EXERCISE AIM: Going through the entries below, find how many lines hold "origin", then give that number alone.

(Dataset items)
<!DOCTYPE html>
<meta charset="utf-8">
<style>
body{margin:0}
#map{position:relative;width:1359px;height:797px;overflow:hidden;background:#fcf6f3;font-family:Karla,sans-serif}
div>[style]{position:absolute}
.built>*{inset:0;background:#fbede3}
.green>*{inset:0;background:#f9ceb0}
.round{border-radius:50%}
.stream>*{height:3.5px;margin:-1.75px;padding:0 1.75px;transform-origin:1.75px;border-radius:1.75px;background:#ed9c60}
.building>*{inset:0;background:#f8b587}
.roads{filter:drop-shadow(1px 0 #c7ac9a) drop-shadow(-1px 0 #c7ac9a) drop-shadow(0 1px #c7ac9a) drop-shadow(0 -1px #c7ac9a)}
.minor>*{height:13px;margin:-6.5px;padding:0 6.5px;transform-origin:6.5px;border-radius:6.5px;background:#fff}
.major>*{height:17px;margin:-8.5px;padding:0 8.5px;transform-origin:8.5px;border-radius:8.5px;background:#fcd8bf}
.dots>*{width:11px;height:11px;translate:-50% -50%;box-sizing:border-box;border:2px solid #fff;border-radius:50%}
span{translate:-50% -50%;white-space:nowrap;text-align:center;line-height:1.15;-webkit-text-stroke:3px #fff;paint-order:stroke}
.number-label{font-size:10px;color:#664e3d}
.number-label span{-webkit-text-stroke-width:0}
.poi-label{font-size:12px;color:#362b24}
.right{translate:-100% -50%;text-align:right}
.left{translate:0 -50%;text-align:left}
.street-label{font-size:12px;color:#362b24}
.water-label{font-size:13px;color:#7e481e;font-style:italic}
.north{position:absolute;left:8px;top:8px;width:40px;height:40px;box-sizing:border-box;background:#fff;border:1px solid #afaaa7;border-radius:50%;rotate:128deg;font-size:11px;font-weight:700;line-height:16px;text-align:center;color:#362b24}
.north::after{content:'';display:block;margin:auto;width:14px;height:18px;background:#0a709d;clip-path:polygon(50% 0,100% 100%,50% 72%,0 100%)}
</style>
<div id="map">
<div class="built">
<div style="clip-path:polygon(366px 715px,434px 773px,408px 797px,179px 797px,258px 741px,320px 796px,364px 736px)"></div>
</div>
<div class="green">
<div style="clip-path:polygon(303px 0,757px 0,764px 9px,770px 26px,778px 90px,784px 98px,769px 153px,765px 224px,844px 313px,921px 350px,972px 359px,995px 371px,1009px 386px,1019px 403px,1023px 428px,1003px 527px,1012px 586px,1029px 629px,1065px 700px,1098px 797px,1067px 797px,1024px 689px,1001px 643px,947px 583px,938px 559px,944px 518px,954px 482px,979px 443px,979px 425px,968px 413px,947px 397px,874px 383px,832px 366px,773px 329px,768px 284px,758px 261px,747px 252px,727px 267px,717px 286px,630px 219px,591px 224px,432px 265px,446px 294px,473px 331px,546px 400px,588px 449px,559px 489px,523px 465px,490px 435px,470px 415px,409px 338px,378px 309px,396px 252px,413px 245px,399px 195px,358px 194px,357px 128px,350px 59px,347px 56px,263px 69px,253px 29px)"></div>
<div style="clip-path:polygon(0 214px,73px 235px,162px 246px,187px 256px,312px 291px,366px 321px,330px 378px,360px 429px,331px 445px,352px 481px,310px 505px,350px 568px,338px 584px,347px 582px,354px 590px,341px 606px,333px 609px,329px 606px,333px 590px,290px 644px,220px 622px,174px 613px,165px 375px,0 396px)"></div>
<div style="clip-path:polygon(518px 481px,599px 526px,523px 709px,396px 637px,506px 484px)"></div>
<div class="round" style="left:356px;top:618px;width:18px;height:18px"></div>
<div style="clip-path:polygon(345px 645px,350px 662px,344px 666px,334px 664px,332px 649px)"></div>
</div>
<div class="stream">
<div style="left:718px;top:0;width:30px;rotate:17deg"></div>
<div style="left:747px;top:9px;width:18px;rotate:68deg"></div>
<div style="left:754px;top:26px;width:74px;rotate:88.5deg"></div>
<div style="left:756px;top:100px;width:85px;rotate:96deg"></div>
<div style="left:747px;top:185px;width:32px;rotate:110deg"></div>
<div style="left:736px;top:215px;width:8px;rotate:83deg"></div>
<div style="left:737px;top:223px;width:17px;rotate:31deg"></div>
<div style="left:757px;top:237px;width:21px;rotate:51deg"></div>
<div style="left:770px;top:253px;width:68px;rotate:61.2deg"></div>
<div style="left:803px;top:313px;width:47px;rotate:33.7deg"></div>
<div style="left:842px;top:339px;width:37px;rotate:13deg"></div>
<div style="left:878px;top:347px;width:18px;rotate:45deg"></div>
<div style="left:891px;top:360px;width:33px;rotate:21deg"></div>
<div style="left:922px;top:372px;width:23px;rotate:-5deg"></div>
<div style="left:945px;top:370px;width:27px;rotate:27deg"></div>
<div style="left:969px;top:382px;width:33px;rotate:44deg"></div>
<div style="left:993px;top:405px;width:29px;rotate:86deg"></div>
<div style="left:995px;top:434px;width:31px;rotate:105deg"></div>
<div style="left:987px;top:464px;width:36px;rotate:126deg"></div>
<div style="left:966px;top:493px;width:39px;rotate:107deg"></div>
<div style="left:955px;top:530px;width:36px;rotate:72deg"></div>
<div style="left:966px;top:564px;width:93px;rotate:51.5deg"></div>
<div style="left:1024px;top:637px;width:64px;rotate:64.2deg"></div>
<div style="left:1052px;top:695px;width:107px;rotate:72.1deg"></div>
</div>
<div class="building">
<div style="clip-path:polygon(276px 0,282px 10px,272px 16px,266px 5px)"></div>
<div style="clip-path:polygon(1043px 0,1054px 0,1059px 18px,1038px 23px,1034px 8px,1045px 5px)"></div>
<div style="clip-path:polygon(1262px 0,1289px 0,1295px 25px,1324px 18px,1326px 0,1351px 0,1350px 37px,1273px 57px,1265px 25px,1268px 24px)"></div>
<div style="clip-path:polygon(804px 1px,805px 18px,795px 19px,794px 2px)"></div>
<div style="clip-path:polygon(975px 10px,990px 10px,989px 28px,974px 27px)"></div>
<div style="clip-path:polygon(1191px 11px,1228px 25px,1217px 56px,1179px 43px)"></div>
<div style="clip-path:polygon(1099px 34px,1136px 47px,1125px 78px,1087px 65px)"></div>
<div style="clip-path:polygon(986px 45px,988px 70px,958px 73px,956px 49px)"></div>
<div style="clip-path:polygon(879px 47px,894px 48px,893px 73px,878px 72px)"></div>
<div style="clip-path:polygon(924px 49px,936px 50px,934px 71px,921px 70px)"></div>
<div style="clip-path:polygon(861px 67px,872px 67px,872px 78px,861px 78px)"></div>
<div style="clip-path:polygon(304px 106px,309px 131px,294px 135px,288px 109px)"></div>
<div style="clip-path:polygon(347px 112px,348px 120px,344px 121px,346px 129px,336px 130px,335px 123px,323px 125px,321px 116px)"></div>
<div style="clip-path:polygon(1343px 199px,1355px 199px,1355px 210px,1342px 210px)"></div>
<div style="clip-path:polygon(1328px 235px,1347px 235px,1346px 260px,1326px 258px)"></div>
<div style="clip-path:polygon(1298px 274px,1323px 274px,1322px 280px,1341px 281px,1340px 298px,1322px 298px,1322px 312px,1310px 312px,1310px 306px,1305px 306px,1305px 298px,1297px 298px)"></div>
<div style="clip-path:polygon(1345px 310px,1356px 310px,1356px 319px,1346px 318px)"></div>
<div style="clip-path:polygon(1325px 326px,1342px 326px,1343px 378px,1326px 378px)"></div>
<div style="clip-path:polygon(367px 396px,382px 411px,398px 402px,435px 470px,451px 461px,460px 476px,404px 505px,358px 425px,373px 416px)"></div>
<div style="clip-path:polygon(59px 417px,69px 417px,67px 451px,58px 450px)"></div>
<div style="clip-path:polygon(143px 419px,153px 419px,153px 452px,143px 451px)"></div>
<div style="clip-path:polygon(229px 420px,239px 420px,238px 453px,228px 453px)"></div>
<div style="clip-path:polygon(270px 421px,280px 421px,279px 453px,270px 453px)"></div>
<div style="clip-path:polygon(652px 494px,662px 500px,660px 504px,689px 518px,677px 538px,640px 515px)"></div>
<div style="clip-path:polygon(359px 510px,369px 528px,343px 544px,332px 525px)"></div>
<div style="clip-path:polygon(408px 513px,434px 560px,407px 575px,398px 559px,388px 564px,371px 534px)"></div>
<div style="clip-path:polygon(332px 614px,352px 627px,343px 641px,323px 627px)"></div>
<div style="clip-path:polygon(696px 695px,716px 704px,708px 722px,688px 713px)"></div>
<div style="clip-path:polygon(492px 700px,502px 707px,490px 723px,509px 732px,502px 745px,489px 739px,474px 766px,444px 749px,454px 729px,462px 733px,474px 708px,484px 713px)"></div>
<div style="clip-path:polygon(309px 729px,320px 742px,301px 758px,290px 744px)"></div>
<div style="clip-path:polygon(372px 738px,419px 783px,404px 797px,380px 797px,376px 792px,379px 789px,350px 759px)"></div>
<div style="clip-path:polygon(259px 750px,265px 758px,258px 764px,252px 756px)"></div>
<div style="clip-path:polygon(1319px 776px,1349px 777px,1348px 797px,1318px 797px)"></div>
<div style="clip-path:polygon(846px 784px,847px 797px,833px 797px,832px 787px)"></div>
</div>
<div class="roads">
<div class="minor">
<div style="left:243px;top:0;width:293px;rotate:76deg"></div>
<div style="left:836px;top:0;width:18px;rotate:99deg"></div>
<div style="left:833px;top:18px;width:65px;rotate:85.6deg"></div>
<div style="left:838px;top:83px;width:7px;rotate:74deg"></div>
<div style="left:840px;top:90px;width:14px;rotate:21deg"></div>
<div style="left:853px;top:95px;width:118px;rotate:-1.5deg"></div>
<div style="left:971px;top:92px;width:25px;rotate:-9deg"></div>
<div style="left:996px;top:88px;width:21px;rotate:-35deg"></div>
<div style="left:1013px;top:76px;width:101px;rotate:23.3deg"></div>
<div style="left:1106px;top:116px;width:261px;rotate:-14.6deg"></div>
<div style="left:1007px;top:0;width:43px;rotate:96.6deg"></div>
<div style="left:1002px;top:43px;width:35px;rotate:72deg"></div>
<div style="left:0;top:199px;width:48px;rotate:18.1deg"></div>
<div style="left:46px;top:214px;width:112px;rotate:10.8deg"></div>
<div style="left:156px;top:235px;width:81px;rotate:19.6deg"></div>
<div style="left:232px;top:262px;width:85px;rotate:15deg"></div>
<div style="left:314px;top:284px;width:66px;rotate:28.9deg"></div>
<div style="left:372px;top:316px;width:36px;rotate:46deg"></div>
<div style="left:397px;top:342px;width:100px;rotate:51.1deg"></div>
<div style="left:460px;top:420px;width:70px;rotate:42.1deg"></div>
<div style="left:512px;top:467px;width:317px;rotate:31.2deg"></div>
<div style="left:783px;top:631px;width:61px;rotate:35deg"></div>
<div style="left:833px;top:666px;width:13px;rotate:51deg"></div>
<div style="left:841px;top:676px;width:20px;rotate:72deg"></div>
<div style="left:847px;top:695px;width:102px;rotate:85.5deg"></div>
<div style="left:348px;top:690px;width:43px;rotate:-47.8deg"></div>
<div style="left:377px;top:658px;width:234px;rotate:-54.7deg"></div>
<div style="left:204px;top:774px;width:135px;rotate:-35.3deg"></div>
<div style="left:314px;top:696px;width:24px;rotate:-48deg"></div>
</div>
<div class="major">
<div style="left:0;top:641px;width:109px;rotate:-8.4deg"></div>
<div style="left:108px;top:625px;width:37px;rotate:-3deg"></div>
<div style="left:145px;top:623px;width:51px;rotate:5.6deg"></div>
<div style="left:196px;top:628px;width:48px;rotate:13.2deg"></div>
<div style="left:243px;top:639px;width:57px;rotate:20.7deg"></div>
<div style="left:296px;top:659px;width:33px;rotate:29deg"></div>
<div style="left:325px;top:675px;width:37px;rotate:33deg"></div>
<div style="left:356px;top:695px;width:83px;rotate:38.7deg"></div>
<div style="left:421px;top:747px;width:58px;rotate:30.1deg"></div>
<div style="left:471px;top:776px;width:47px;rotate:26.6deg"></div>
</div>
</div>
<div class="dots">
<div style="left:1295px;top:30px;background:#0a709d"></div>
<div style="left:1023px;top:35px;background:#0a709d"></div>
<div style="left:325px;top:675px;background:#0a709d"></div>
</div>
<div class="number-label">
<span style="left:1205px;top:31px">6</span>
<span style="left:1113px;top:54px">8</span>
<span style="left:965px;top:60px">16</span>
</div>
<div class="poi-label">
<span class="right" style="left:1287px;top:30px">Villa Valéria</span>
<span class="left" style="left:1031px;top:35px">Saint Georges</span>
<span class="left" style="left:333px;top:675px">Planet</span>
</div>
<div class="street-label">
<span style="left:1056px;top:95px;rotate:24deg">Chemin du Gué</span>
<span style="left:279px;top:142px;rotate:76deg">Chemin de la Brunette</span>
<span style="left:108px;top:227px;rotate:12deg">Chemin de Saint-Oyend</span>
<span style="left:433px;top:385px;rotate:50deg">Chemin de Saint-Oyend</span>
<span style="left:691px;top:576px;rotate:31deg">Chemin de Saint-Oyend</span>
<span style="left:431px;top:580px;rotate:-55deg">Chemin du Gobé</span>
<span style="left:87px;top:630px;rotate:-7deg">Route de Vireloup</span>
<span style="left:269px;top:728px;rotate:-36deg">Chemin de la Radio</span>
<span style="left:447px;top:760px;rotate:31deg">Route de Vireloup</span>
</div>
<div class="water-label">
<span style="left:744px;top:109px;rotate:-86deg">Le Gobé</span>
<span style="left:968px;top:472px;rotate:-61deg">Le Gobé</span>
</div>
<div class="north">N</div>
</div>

THE ANSWER: 3